A note from Re:Create: Google Books Shows that “Memorization” and Outputting Training Data Are Not Fatal to Fair Use

Allow me to blow your mind: A database of unlicensed copies of copyrighted works, even millions of works, used to power a tool that outputs protected material from those works can still be fair use. Indeed, those were exactly the facts in the most important fair use case for AI training: the Google Books case.

You wouldn’t know this from reading the breathless headlines that trumpeted recent research on AI memorization as a “Crisis” and a “Big Copyright Risk.” The pre-print paper, newly published by a team of computer science researchers, demonstrates that under some circumstances, AI models can be induced to output some of the works in their training data. The Atlantic’s “AI Watchdog” Alex Reisner is particularly ecstatic in his write-up about the implications of this research, proclaiming that it proves the models “don’t ‘learn,’ they copy,” and “that could change everything” for the copyright arguments around AI.

No, not really. No one disputes that AI training involves copying, and that unlicensed AI training is lawful, if it’s lawful, because it is protected by fair use. Copying is a precondition for fair use, not a disqualification. Even the alleged persistence of memorized copies “inside” of an AI model is not in itself cause for alarm, nor is the possibility that users could extract some of this material (if they can figure out how to do an “N-plus jailbreak,” or whatever). The question for fair use isn’t “Does this thing contain copies?” or even “Can this thing spit out copies if it’s manipulated by a team of computer scientists from Yale and Stanford?” The fair use test is “Is the purpose of this thing to spit out copies? And if not, is it easier to get this thing to spit out copies than it would be to buy a copy?” If the purpose is to create something new, and the tool has guardrails that substantially prevent the revelation of copied works to ordinary users, the use is fair.

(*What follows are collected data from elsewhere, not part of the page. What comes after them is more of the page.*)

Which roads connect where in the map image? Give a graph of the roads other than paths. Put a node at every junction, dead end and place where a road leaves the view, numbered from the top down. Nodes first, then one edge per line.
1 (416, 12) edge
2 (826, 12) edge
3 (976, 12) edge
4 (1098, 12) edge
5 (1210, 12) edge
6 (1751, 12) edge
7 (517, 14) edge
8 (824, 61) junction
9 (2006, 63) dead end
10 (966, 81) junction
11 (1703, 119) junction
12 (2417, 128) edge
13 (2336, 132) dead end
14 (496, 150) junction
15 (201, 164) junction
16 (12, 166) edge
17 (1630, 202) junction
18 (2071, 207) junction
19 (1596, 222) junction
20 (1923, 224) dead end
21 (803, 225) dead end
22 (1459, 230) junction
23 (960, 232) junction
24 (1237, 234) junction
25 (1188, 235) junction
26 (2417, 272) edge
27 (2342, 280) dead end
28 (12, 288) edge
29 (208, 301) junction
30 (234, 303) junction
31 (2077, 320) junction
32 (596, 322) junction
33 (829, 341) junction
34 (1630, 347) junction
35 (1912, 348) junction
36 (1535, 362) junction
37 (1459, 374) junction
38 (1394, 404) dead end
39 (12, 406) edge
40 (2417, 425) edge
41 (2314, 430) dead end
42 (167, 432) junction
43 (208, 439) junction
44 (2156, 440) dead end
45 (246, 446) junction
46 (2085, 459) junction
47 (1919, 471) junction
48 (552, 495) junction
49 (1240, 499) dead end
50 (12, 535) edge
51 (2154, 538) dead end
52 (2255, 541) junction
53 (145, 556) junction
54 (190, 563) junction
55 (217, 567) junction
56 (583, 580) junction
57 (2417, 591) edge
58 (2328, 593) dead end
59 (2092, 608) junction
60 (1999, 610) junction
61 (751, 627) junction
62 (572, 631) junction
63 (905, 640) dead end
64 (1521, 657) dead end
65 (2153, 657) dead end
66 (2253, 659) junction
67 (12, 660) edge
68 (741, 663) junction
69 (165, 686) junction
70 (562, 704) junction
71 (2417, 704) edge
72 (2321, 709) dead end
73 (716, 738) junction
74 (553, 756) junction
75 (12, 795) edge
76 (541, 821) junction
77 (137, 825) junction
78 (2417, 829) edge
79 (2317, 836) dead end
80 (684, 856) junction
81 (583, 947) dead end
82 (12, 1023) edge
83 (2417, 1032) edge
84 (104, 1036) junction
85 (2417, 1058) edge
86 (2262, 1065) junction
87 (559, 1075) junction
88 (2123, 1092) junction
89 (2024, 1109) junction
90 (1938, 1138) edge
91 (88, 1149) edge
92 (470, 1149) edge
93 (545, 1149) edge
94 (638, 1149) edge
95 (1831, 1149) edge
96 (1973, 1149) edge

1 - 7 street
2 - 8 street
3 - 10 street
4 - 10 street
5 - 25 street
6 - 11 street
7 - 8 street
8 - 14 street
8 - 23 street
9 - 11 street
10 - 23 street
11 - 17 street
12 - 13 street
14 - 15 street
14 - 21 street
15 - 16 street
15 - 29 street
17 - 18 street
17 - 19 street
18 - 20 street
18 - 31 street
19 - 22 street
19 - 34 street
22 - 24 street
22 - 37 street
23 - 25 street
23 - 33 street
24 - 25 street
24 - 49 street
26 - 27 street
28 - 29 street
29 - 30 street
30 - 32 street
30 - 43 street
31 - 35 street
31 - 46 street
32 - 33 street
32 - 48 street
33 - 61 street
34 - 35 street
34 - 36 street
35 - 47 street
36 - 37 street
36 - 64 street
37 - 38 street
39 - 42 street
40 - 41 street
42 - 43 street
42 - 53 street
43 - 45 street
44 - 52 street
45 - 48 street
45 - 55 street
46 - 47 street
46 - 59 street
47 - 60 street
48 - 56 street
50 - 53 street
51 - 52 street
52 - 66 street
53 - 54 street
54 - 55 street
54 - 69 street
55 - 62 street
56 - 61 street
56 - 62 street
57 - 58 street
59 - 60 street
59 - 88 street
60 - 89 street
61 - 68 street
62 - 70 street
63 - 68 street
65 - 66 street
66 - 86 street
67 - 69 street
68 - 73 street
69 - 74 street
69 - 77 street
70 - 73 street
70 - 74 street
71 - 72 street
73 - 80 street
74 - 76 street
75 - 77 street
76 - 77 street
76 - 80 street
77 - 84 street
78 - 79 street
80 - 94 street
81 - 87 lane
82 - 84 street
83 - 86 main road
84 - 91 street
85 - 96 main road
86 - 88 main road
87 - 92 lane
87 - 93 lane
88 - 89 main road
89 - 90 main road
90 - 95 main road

These are the holdings in the Google Books case, which was about a literal database of millions of digitized books, created and maintained commercially and without a license. Not only that, but every output of the Google Book Search tool was literally a bunch of snippets of protected bits from books in the database. Google Books was everything that alarmists are saying AI might be. It was also fair use.
Copyright is not a gotcha game of proving that some copying happened somewhere, or that someone can somehow use your tool to make a free copy. A determined thief can get a free book by shoplifting from a bookstore or photocopying a library’s copy; that doesn’t make bookstores, libraries, or photocopiers illegal. The driving force in the fair use analysis is not the existence or persistence of copies or the possibility of a bad actor figuring out a way to infringe; it’s the transformative nature of the user’s purpose. As two federal judges have observed, AI is likely to be the most transformative technology any of us sees in our lifetimes, in the technical copyright sense of the word. The sooner we get our heads around this, the easier it will be to resist yellow journalism, moral panics, and pseudo-legal FUD about AI and copyright.